== What you need to do ==
Go line by line through the records below. Copy whichever lines contain the string "road".

Stored data entries

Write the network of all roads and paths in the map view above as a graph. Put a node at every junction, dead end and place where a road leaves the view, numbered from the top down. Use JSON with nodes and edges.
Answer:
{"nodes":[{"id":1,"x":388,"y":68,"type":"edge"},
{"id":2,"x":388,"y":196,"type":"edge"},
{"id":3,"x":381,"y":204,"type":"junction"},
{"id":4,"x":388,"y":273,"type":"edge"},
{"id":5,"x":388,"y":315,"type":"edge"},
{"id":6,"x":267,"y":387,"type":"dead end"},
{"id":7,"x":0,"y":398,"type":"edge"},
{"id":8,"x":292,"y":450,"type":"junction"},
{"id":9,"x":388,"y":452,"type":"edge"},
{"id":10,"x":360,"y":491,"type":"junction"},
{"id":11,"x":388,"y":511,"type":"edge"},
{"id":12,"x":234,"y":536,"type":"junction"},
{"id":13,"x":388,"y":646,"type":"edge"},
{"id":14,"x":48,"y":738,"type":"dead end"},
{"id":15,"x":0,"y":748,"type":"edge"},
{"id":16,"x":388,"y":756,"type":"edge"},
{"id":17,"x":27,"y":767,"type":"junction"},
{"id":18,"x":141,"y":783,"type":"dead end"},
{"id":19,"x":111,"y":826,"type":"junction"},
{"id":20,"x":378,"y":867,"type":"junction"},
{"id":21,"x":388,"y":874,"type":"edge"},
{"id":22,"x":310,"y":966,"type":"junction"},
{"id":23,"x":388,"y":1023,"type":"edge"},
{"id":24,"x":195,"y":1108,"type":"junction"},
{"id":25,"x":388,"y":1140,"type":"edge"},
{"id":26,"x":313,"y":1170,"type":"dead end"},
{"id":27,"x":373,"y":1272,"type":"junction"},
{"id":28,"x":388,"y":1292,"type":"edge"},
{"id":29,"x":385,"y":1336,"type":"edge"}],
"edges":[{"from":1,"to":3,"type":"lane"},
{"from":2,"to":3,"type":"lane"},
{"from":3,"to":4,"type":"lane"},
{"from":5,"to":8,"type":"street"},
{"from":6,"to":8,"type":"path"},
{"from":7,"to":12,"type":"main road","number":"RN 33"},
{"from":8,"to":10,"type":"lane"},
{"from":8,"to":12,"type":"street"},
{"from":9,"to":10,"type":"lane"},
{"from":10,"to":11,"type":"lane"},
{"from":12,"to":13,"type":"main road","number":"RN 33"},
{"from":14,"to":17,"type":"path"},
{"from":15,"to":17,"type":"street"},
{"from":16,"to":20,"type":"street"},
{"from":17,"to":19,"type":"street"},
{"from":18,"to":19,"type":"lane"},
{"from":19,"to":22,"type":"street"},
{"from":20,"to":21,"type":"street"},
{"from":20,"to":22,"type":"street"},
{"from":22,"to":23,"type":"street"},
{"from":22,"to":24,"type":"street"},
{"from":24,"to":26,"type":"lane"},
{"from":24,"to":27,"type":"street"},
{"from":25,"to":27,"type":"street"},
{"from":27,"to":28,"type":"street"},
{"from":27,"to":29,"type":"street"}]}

== Output of the task ==
Write the network of all roads and paths in the map view above as a graph. Put a node at every junction, dead end and place where a road leaves the view, numbered from the top down. Use JSON with nodes and edges.
{"from":7,"to":12,"type":"main road","number":"RN 33"},
{"from":12,"to":13,"type":"main road","number":"RN 33"},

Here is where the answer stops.